USD vs Iowa State in the CRAA D1AA final. Jeff Dalton photo.

The University of San Diego’s CRAA D1AA championship was not without hiccups, but in the end it was brilliantly finished.

Having graduated a small number of players who were nonetheless hugely influential—former No. 8 Michael Ramos could well have been the best D1AA player in the country—the Toreros were also dealing with a slight change in their season, with a smaller California South D1AA Conference.

“Yes our conference is small but there’s something to be said for that,” said USD Director of Rugby Kevin Eaton. “There are other conferences that are small that do well. We’ve played in a conference that’s been historically larger, but even then we had some scorelines that weren’t reflective of competitive games.”

The three-team conference of USD, Arizona State, and Claremont Colleges was a conference of three teams that knew what they were doing. Everyone played home-and-home and every game, said Eaton, was a challenge.

“We were down at halftime in both games against ASU and down at halftime against Claremont We are a very fitness-based team and so we tended to run away from teams late. Still they were very competitive games,” said Eaton.

The small conference schedule allowed USD to find challenges elsewhere, including D1A teams such as Arizona, San Diego State, and UCLA.

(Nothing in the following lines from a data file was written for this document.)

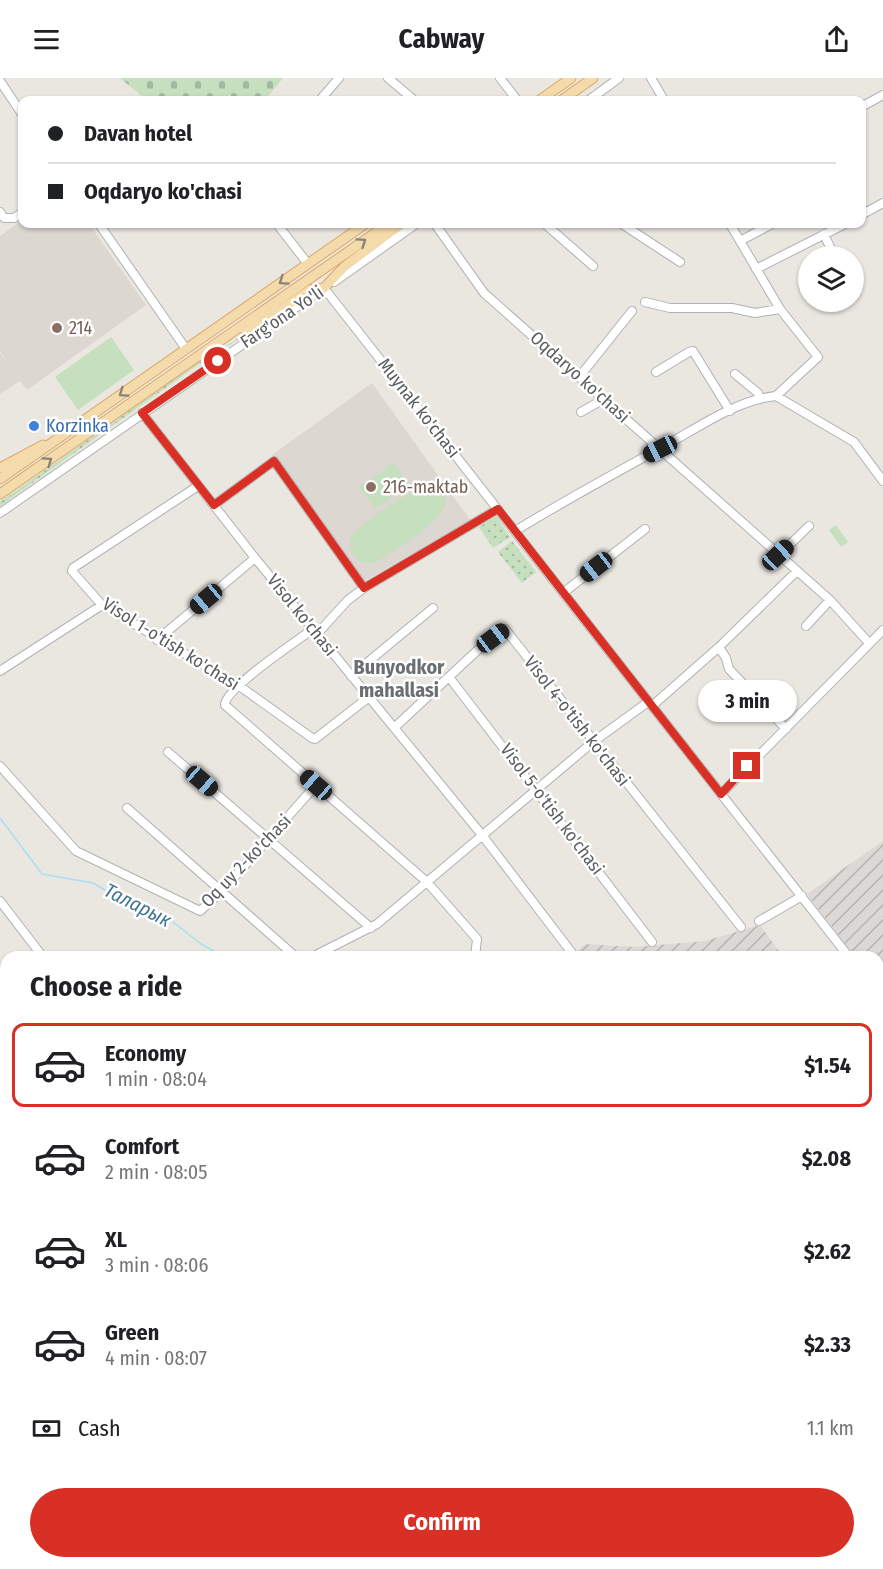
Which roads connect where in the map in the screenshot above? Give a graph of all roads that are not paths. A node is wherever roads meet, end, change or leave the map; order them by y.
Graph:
1 (339, 78) edge
2 (388, 78) edge
3 (500, 78) edge
4 (569, 78) edge
5 (593, 78) edge
6 (619, 78) edge
7 (651, 78) edge
8 (0, 81) edge
9 (883, 94) edge
10 (323, 96) edge
11 (409, 96) edge
12 (514, 96) edge
13 (545, 96) edge
14 (568, 96) edge
15 (597, 96) edge
16 (662, 96) edge
17 (866, 104) edge
18 (18, 108) edge
19 (883, 203) edge
20 (866, 212) edge
21 (2, 215) edge
22 (18, 216) edge
23 (102, 228) edge
24 (280, 228) edge
25 (359, 228) edge
26 (382, 228) edge
27 (396, 228) edge
28 (410, 228) edge
29 (438, 228) edge
30 (550, 228) edge
31 (628, 228) edge
32 (732, 228) edge
33 (764, 228) edge
34 (837, 228) edge
35 (824, 234) junction
36 (740, 241) junction
37 (829, 246) edge
38 (680, 262) dead end
39 (308, 264) junction
40 (593, 266) dead end
41 (756, 269) junction
42 (324, 288) junction
43 (645, 302) dead end
44 (780, 309) junction
45 (632, 311) dead end
46 (228, 336) junction
47 (186, 349) junction
48 (656, 372) dead end
49 (735, 375) dead end
50 (580, 376) junction
51 (776, 396) junction
52 (604, 399) junction
53 (760, 399) junction
54 (730, 411) junction
55 (581, 412) dead end
56 (142, 413) junction
57 (54, 441) junction
58 (660, 449) junction
59 (883, 464) edge
60 (0, 470) edge
61 (875, 470) junction
62 (0, 479) edge
63 (883, 481) edge
64 (198, 486) junction
65 (0, 494) edge
66 (214, 505) junction
67 (498, 509) junction
68 (0, 513) edge
69 (809, 526) dead end
70 (645, 529) dead end
71 (515, 531) junction
72 (778, 555) junction
73 (255, 558) junction
74 (797, 571) junction
75 (364, 588) junction
76 (563, 592) junction
77 (830, 600) junction
78 (102, 605) junction
79 (433, 608) dead end
80 (806, 626) dead end
81 (883, 630) edge
82 (315, 632) junction
83 (157, 640) junction
84 (869, 643) junction
85 (719, 647) junction
86 (0, 671) edge
87 (351, 676) junction
88 (449, 677) junction
89 (238, 685) junction
90 (369, 697) junction
91 (650, 704) junction
92 (395, 727) junction
93 (786, 729) junction
94 (593, 742) junction
95 (168, 752) dead end
96 (0, 766) edge
97 (316, 785) junction
98 (537, 789) junction
99 (721, 794) junction
100 (127, 808) dead end
101 (482, 835) junction
102 (268, 839) junction
103 (427, 882) junction
104 (222, 891) junction
105 (802, 896) junction
106 (0, 901) edge
107 (759, 921) dead end
108 (741, 927) dead end
109 (371, 928) junction
110 (652, 942) dead end
111 (38, 951) edge
112 (289, 951) edge
113 (324, 951) edge
114 (476, 951) edge
115 (570, 951) edge
116 (844, 951) edge

1 - 10 street
2 - 11 street
3 - 12 street
4 - 13 main road
5 - 14 main road
6 - 15 street
7 - 16 street
8 - 18 street
9 - 17 street
19 - 20 street
21 - 22 street
23 - 47 street
24 - 39 street
25 - 39 main road, Farg'ona Yo'li
46 -> 26 main road, Farg'ona Yo'li
27 - 42 main road
28 - 42 street, Farg'ona Yo'li
29 - 50 street, Oqdaryo ko'chasi
30 - 40 street
31 - 38 street
32 - 36 street
33 - 36 street
34 - 35 street
35 - 37 street
35 - 41 street
36 - 41 street
39 -> 47 main road, Farg'ona Yo'li
41 - 44 street
42 - 46 main road
42 - 56 street, Farg'ona Yo'li
42 - 67 street, Muynak ko'chasi
43 - 44 street
44 - 51 street
45 - 50 street
65 -> 46 main road, Farg'ona Yo'li
47 -> 57 main road, Farg'ona Yo'li
48 - 54 street
49 - 53 street
50 - 52 street, Oqdaryo ko'chasi
51 - 53 street
51 - 61 street
52 - 55 street
52 - 58 street, Oqdaryo ko'chasi
53 - 54 street
54 - 58 street
56 - 64 street, Visol ko'chasi
56 - 68 street, Farg'ona Yo'li
57 - 60 main road
57 - 62 main road, Farg'ona Yo'li
58 - 71 street
58 - 72 street, Oqdaryo ko'chasi
59 - 61 street
61 - 63 street
64 - 66 street, Visol ko'chasi
64 - 78 street, Visol 1-o'tish ko'chasi
66 - 73 street, Visol ko'chasi
66 - 75 street
67 - 71 street, Muynak ko'chasi
67 - 75 street
69 - 72 street
70 - 76 street
71 - 76 street, Muynak ko'chasi
72 - 74 street, Oqdaryo ko'chasi
73 - 82 street, Visol ko'chasi
73 - 83 street
74 - 77 street, Oqdaryo ko'chasi
74 - 85 street
75 - 82 street
76 - 91 street, Muynak ko'chasi
77 - 80 street
77 - 84 street, Oqdaryo ko'chasi
78 - 83 street, Visol 1-o'tish ko'chasi
78 - 86 street
79 - 87 street
81 - 84 street
82 - 87 street, Visol ko'chasi
82 - 89 street
83 - 89 street, Visol 1-o'tish ko'chasi
84 - 93 street
85 - 91 street
85 - 93 street
87 - 90 street, Visol ko'chasi
88 - 92 street, Visol 4-o'tish ko'chasi
88 - 94 street, Visol 4-o'tish ko'chasi
88 - 98 street, Visol 5-o'tish ko'chasi
89 - 90 street, Visol 1-o'tish ko'chasi
89 - 97 street
90 - 92 street, Visol ko'chasi
91 - 94 street
91 - 99 street, Muynak ko'chasi
92 - 101 street, Visol ko'chasi
93 - 99 street
94 - 98 street
94 - 108 street, Visol 4-o'tish ko'chasi
95 - 102 street
96 - 104 street, Oq uy 2-ko'chasi
97 - 102 street, Oq uy 2-ko'chasi
97 - 103 street
98 - 101 street
98 - 110 street, Visol 5-o'tish ko'chasi
99 - 105 street, Muynak ko'chasi
100 - 104 street
101 - 103 street
101 - 115 street, Visol ko'chasi
102 - 104 street, Oq uy 2-ko'chasi
102 - 109 street
103 - 109 street
103 - 114 street
104 - 112 street
105 - 107 street
105 - 116 street, Muynak ko'chasi
106 - 111 street
109 - 113 street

“What that helped us do was hold ourselves to a standard of play,” said Eaton. “We’re still kind of a young team. We graduated three or four guys from our starting lineup, and Michael Ramos was probably the best player we’ve ever had. But all we asked is if instead of Michael making big run after big run, our forwards all do one or two of those kinds of runs, and pick up their game a little bit, we could handle it. We have depth. We’ve got 62 players. And the young players stepped up; everyone knew their role.”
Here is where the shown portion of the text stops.